ISC vs. DAMP Pitch and Yaw Control Request for H1SUSMC1 Top Mass (M1)

J. Kissel

I'm are trying to figure out the best metrics for showing off the improvements to the OSEM PD's satellite amplifier's whitening improvements.
Thus far, Oli's been using the input to the damping loops as the metric, using a regression of the corresponding ISI's GS13s to subract out a fit of how much of that sensor signal is seismic noise, and dividing out the loop suppression -- see LHO:86149 for the most recent examples comparing before vs. after the sat amp upgrade. 
Without the presence of any other noise or control signals, that should be a fair comparison of the OSEM PD's sensor noise improvement.
However, for a lot of these comparisons ISC control signals are complicating the comparison -- usually at low frequency where ISC control is typically distributed to the top masses.

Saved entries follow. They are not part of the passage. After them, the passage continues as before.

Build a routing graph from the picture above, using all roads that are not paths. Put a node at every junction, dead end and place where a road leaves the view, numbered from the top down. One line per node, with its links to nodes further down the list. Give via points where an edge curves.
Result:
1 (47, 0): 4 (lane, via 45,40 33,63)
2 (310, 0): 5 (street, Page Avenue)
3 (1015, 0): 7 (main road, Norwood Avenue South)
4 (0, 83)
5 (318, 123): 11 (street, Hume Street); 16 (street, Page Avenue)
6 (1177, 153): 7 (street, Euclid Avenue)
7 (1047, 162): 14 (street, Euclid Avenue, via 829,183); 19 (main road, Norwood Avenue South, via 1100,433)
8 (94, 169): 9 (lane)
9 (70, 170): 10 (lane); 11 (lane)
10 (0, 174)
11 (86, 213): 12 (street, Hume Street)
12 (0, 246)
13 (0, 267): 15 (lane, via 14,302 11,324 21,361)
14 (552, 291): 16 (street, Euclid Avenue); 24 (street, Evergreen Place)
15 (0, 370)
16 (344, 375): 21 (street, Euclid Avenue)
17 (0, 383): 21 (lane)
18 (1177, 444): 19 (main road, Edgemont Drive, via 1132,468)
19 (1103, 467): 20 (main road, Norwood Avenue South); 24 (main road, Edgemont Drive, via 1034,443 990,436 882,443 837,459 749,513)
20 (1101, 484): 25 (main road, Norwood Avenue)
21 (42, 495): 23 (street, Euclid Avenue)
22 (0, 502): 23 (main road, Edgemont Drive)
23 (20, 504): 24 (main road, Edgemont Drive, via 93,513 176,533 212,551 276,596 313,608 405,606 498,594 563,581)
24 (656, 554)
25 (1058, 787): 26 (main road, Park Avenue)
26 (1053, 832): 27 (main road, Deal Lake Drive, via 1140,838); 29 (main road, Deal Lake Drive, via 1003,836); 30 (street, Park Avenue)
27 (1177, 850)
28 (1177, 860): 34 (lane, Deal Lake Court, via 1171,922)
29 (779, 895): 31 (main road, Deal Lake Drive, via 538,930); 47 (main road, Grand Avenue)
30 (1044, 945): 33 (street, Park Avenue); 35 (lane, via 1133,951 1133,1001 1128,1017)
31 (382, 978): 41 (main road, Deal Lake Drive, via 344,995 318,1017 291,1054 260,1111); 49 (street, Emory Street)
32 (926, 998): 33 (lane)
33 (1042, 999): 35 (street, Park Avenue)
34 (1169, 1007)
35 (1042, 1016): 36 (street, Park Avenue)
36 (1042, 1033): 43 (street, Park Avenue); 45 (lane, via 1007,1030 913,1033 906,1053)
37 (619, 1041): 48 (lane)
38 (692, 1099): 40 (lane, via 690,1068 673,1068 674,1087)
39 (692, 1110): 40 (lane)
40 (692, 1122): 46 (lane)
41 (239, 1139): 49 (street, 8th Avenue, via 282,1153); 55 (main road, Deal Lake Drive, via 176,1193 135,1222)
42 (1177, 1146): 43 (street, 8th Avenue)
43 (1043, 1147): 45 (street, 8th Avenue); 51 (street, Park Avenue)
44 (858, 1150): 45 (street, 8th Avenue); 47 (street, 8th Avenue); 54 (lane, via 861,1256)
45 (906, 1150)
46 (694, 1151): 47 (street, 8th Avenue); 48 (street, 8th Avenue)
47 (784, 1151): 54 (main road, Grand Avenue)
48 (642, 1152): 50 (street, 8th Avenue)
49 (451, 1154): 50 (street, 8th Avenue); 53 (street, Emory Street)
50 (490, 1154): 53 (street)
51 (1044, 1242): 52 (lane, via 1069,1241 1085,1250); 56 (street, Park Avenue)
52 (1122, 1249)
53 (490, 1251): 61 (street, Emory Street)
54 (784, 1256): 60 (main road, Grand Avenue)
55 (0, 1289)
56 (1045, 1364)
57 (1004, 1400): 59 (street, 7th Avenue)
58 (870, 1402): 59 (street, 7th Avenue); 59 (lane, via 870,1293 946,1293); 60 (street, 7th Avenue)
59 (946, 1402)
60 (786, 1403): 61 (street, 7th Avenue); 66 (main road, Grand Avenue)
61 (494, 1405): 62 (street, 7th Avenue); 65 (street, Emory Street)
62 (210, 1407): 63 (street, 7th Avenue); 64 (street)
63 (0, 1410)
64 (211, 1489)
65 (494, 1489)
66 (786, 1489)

I use this aLOG as an example of how to better understand this contribution breakdown for a relatively simple suspension -- H1SUSMC1 -- which only has P and Y ISC control from the IMC WFS. (Longitudinal control for IMC L is fed to MC2). This will also be interesting in the future 
    :: in the context of how SPI and other sensors may improve the cavity motion, 
    :: in terms of what DOFs and loop's worth of control drive at which frequencies -- important for discussions along the lines of "DOF [blah] is dominating the control signal, and the actuator cross-coupling for M1 drive of DOF [blah] to M3 optic DOF [blorp] is large, so let's reduce the DOF [blah] drive," and
    :: in terms of whether/where implementing ISI GS13 estimator feedforward will improve things.

To understand how much of the damping loop *error* signal is composed of ISC *control* signal, I look compare the 
    - the ISC control signal,
    - the DAMP *control* signal, against the
    - the MASTER total control request,
all calibrated to the same point in the control system -- where the control output is summed and in the OSEM basis; just down-stream of the EUL2OSEM matrix, and just upstream of the COILOUTF filters which compensate for the coil driver frequency response (uninteresting for this study).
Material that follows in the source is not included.